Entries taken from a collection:
= Beginning of Section =

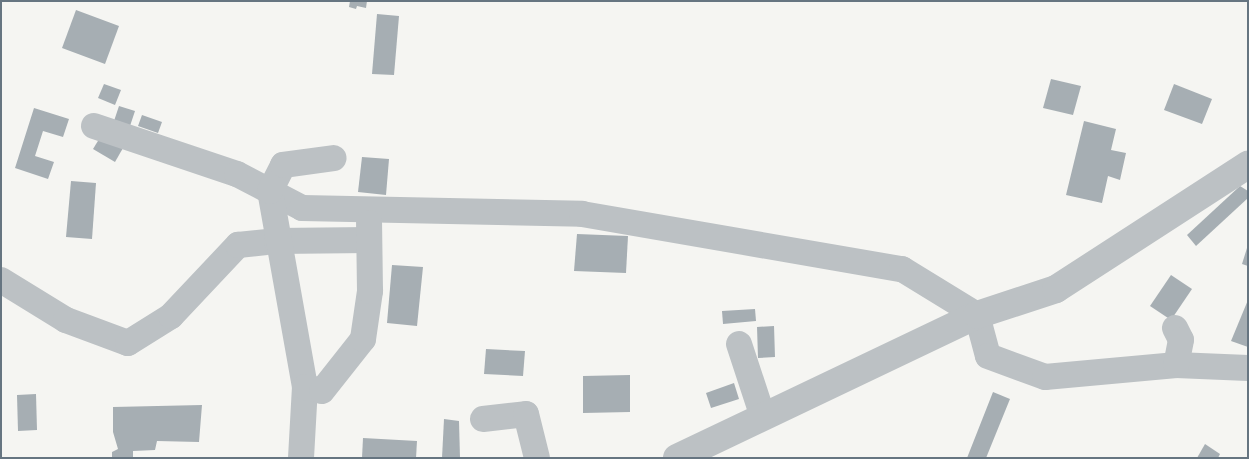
<!DOCTYPE html>
<style>
body{margin:0}
#map{position:relative;width:1249px;height:459px;overflow:hidden;background:#f5f5f2;font-family:Figtree,sans-serif}
div>[style]{position:absolute}
.building>*{inset:0;background:#a6aeb3}
.minor>*{height:26px;margin:-13px;padding:0 13px;transform-origin:13px;border-radius:13px;background:#bcc1c4}
.tertiary>*{height:28px;margin:-14px;padding:0 14px;transform-origin:14px;border-radius:14px;background:#bcc1c4}
span{translate:-50% -50%;white-space:nowrap;text-align:center;line-height:1.15;-webkit-text-stroke:5px #fff;paint-order:stroke}
.frame{position:absolute;inset:0;border:2px solid #667581;pointer-events:none}
</style>
<div id="map">
<div class="building">
<div style="clip-path:polygon(350px 1px,367px 1px,366px 8px,357px 6px,356px 9px,349px 7px)"></div>
<div style="clip-path:polygon(76px 10px,119px 26px,105px 64px,62px 48px)"></div>
<div style="clip-path:polygon(377px 14px,399px 16px,394px 75px,372px 74px)"></div>
<div style="clip-path:polygon(1051px 79px,1081px 86px,1073px 115px,1043px 108px)"></div>
<div style="clip-path:polygon(104px 84px,121px 90px,115px 105px,98px 98px)"></div>
<div style="clip-path:polygon(1174px 84px,1212px 99px,1202px 124px,1164px 110px)"></div>
<div style="clip-path:polygon(119px 106px,135px 111px,130px 126px,114px 121px)"></div>
<div style="clip-path:polygon(34px 108px,69px 119px,63px 137px,43px 131px,35px 156px,54px 162px,48px 179px,15px 168px)"></div>
<div style="clip-path:polygon(142px 115px,162px 122px,158px 133px,138px 126px)"></div>
<div style="clip-path:polygon(1084px 121px,1116px 129px,1111px 150px,1126px 153px,1120px 180px,1108px 176px,1102px 203px,1066px 195px)"></div>
<div style="clip-path:polygon(101px 136px,123px 148px,115px 162px,93px 149px)"></div>
<div style="clip-path:polygon(362px 157px,389px 159px,386px 195px,358px 192px)"></div>
<div style="clip-path:polygon(71px 181px,96px 183px,92px 239px,66px 237px)"></div>
<div style="clip-path:polygon(1240px 186px,1248px 191px,1248px 198px,1196px 246px,1187px 235px)"></div>
<div style="clip-path:polygon(577px 234px,628px 236px,626px 273px,574px 271px)"></div>
<div style="clip-path:polygon(1247px 248px,1248px 248px,1248px 266px,1242px 264px)"></div>
<div style="clip-path:polygon(392px 265px,423px 267px,417px 326px,387px 323px)"></div>
<div style="clip-path:polygon(1171px 275px,1192px 289px,1171px 320px,1150px 306px)"></div>
<div style="clip-path:polygon(1248px 300px,1248px 347px,1231px 341px)"></div>
<div style="clip-path:polygon(755px 309px,756px 321px,723px 324px,722px 311px)"></div>
<div style="clip-path:polygon(774px 326px,775px 357px,758px 358px,757px 327px)"></div>
<div style="clip-path:polygon(486px 349px,525px 351px,523px 376px,484px 374px)"></div>
<div style="clip-path:polygon(630px 375px,630px 412px,583px 413px,583px 376px)"></div>
<div style="clip-path:polygon(734px 383px,739px 399px,711px 408px,706px 393px)"></div>
<div style="clip-path:polygon(993px 392px,1010px 399px,986px 458px,967px 458px)"></div>
<div style="clip-path:polygon(36px 394px,37px 430px,18px 431px,17px 395px)"></div>
<div style="clip-path:polygon(202px 405px,199px 442px,157px 441px,155px 450px,133px 451px,133px 458px,112px 458px,112px 452px,118px 449px,113px 432px,113px 407px)"></div>
<div style="clip-path:polygon(444px 419px,459px 421px,460px 458px,442px 458px)"></div>
<div style="clip-path:polygon(363px 438px,417px 441px,416px 458px,362px 458px)"></div>
<div style="clip-path:polygon(1205px 444px,1220px 454px,1218px 458px,1197px 458px)"></div>
</div>
<div class="minor">
<div style="left:94px;top:126px;width:151px;rotate:18.6deg"></div>
<div style="left:237px;top:174px;width:73px;rotate:27.6deg"></div>
<div style="left:302px;top:208px;width:280px;rotate:1.2deg"></div>
<div style="left:582px;top:214px;width:325px;rotate:9.8deg"></div>
<div style="left:902px;top:269px;width:88px;rotate:31.5deg"></div>
<div style="left:977px;top:315px;width:42px;rotate:75deg"></div>
<div style="left:988px;top:356px;width:61px;rotate:20.2deg"></div>
<div style="left:1045px;top:377px;width:132px;rotate:-5.2deg"></div>
<div style="left:1176px;top:365px;width:72px;rotate:2.4deg"></div>
<div style="left:1px;top:280px;width:76px;rotate:31.6deg"></div>
<div style="left:66px;top:320px;width:66px;rotate:20.4deg"></div>
<div style="left:128px;top:343px;width:51px;rotate:-32.1deg"></div>
<div style="left:171px;top:316px;width:98px;rotate:-46.7deg"></div>
<div style="left:238px;top:245px;width:39px;rotate:-6deg"></div>
<div style="left:277px;top:241px;width:92px;rotate:-0.6deg"></div>
<div style="left:1175px;top:328px;width:13px;rotate:63deg"></div>
<div style="left:1181px;top:340px;width:25px;rotate:101deg"></div>
<div style="left:739px;top:344px;width:77px;rotate:71.8deg"></div>
<div style="left:305px;top:387px;width:199px;rotate:-100.1deg"></div>
<div style="left:270px;top:191px;width:29px;rotate:-63deg"></div>
<div style="left:283px;top:165px;width:51px;rotate:-7.8deg"></div>
<div style="left:483px;top:419px;width:43px;rotate:-6.6deg"></div>
<div style="left:526px;top:414px;width:45px;rotate:76deg"></div>
<div style="left:301px;top:458px;width:71px;rotate:-86.8deg"></div>
<div style="left:305px;top:387px;width:17px;rotate:13deg"></div>
<div style="left:322px;top:391px;width:66px;rotate:-51.7deg"></div>
<div style="left:363px;top:339px;width:49px;rotate:-81.7deg"></div>
<div style="left:370px;top:291px;width:68px;rotate:-90.8deg"></div>
</div>
<div class="tertiary">
<div style="left:677px;top:458px;width:332px;rotate:-25.5deg"></div>
<div style="left:977px;top:315px;width:83px;rotate:-18.2deg"></div>
<div style="left:1056px;top:289px;width:229px;rotate:-32.9deg"></div>
</div>
<div class="frame"></div>
</div>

= End of Section =

Brief → In the data above, find the line that contains "375px,630px 412px,583px 413px,583px" and the line that contains "419px,459px 421px,460px 458px,442px". Repeat exactly those lines and every line between them, and only those.

Response to the task →
<div style="clip-path:polygon(630px 375px,630px 412px,583px 413px,583px 376px)"></div>
<div style="clip-path:polygon(734px 383px,739px 399px,711px 408px,706px 393px)"></div>
<div style="clip-path:polygon(993px 392px,1010px 399px,986px 458px,967px 458px)"></div>
<div style="clip-path:polygon(36px 394px,37px 430px,18px 431px,17px 395px)"></div>
<div style="clip-path:polygon(202px 405px,199px 442px,157px 441px,155px 450px,133px 451px,133px 458px,112px 458px,112px 452px,118px 449px,113px 432px,113px 407px)"></div>
<div style="clip-path:polygon(444px 419px,459px 421px,460px 458px,442px 458px)"></div>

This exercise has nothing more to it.